In an Advanced Availability environment with multiple Application servers, randomly, processes are unable to communicate between servers with error "UNABLE TO RESEND BROADCAST MESSAGE" in the stdlog file; the system hangs when the number of messages is too high and the system becomes unresponsive.

Steps to Reproduce:

1.  Started executing a script to create 100 tickets on BG server.

2.  Connected to BG server. I am using VM hosted on an ESX server. Hence connected to ESX servers vsphere web client and uncheck the "Connected" checkbox to disconnect the slump and clck OK..

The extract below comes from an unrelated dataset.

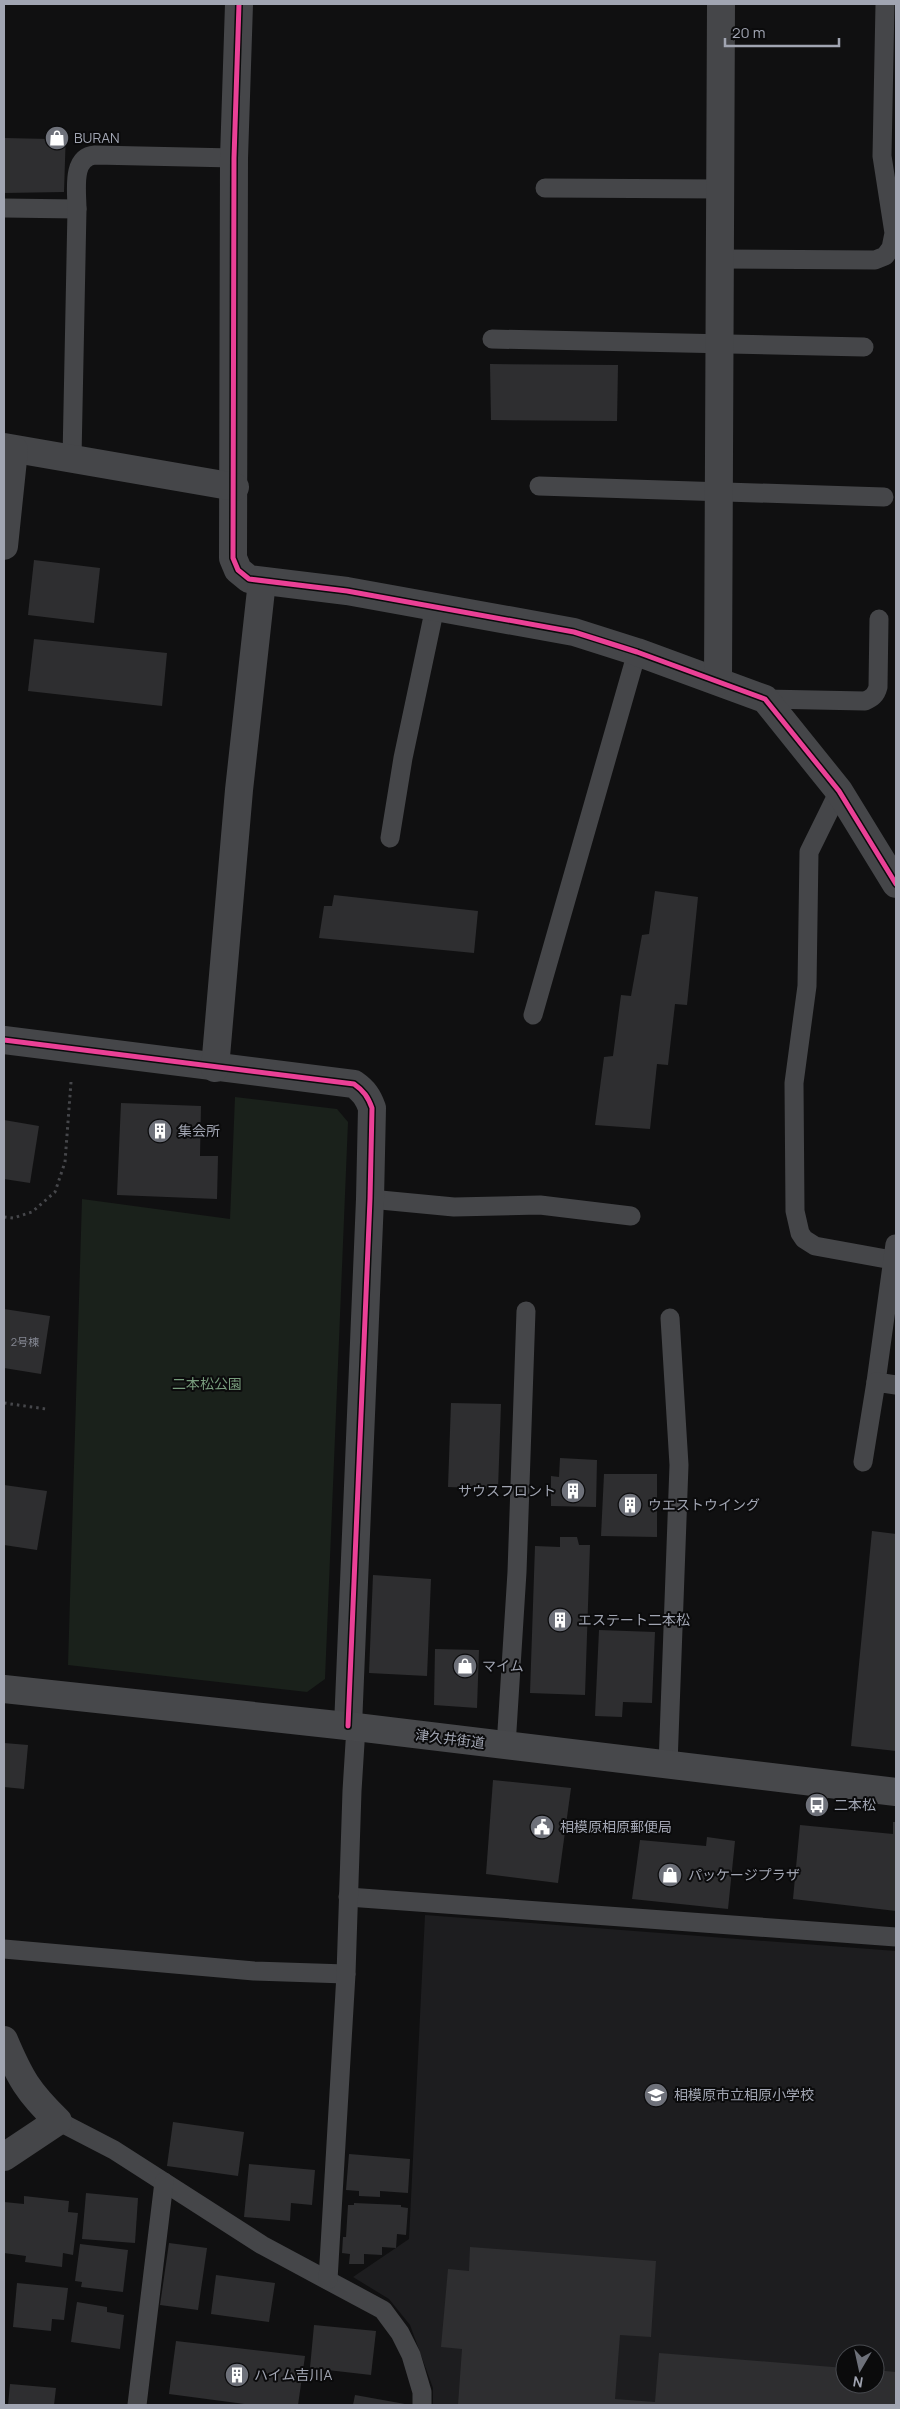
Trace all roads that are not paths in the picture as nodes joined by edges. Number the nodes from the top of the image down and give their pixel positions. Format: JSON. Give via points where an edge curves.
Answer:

   On the BG server stdlog following message appears:

      05/07 23:43:04.76 sdmAA-BGSB1  slump_nxd            8496 SIGNIFICANT  list.c                 553 Node( Slump ID(581) has disconnected


3. Wait for 1 or 2 seconds and check the "Connected" check box to make sure slump is connected back.


   On the BG server we may see the logs as :


      05/07 23:43:04.95 sdmAA-ews24  slump_nxd            8496 SIGNIFICANT  list.c                 506 Node( Slump ID(581) has connected


4. Keep continuing the script to create tickets on the BG server.


   We might see below messages in stdlog of BG server.


      05/07 23:43:07.73 sdmAA-BGSB1  slump_nxd            8496 TRACE        server.c              5412 Resent broadcast message 443 to node sdmAA-APP1
      05/07 23:43:07.73 sdmAA-BGSB1  slump_nxd            8496 TRACE        server.c              5412 Resent broadcast message 444 to node sdmAA-APP1
      05/07 23:43:07.75 sdmAA-BGSB1  slump_nxd            8496 TRACE        server.c              5412 Resent broadcast message 445 to node sdmAA-APP1


   Wireshark log when Resent happens:


      15815    2020-05-07 23:43:07.732326    TCP    1628    54132 → 2101 [PSH, ACK] Seq=2533 Ack=865 Win=2101504 Len=1574
      15818    2020-05-07 23:43:07.735310    TCP    60    2101 → 54132 [ACK] Seq=865 Ack=4107 Win=2102272 Len=0


   Stdlog on App server shows below messages.


      05/07 23:43:08.12 sdmAA-APP1  slump_nxd            5928 TRACE        server.c              3323 Received node broadcast message from 579|prov#6516_bpvirtdb_srvr to *|*|cr_status_trans_history::DB_CHANGE
      05/07 23:43:08.12 sdmAA-APP1  slump_nxd            5928 WARNING      list.c                 586 Received out-of-sequence node broadcast 508 from - previous sequence was 442


After this whatever broadcast messages BG sends that will be rejected by App server by giving an error Received out-of-sequence.


As per the Wireshark traces, BG server is sending the messages (about DB_CHANGE) and same messages are appearing on the App server too.


Expected result:


   When "Resent broadcast message" happens at BG server , on App server the message should appear some thing like below.


      Received resent broadcast message "<< *(dg.pSequenceNumber) << " from node " << pNode->get_node_host() << "; resetting broadcast sequence".

Test Environment for the test

CA Service Desk Manager 17.1 - Rollup patches up to

Advanced Availability Configuration:  Background Server (sdmAA-BGSB1), more than 2 Application Servers one of which is sdmAA-APP1

O.S.: Windows Server 2016

Database: Microsoft SQL Server 2014




Product defect DE53884.


Release : 17.1 up through at least, 17.2 up through at least, 17.3 GA at least.



Debug test patch T56H126 (Linux) exists for resolving defect DE53884 on CA SDM 17.1 RU4.

The fix is to be integrated into future versions as soon as possible - please search the product documentation for DE53884 to determine the associated rollup patch that includes the fix.